When the United Nations conference convenes in Paris this December to craft a new global climate agreement, it will not only discuss measures wealthy nations can take, but also will look to aid the most vulnerable nations in adapting to climate change.
Rising sea levels and growing numbers of extreme weather catastrophes cannot be ignored, even if their impact varies greatly from region to region. The Western world is expected to take the greatest financial hit in absolute terms, but poorer countries face a much more daunting future. They not only will be required to deal with severe humanitarian consequences, but also in terms of relative economic strength, will suffer the greatest damage.
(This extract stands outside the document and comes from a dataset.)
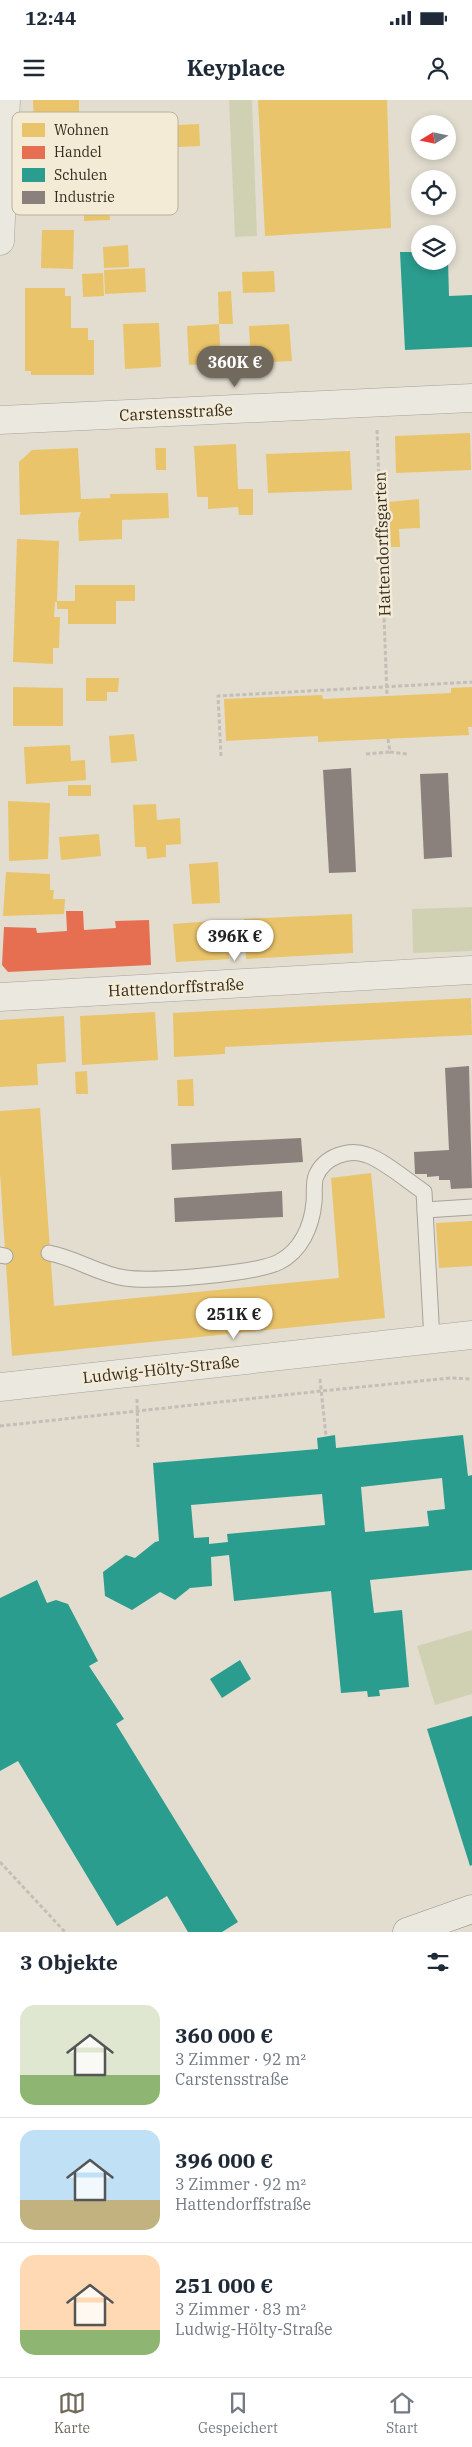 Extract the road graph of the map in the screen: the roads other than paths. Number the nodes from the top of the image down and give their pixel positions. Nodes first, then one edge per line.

Thus, adaptation to a changing world is an essential building block for economic development.
The G7 countries have acknowledged the role of so-called “climate risk insurances” to finance climate change – though it would be more accurate to call them “climate change impact risk insurances.”
The G7 nations want to see 400 million people in developing and emerging economies covered by insurance protection against extreme weather events by 2020. On the macro level, this means insurance for entire countries, such as the African Risk Capacity, which provides drought insurance for African countries, while on the micro level it offers insurance for individuals.
Payments would be made in cases of clearly defined weather events determined by objective parameters, whether drought, storm or floods, depending on the insurance needs of the contractual partner. This mechanism makes administration of the program relatively easy and cheap to implement.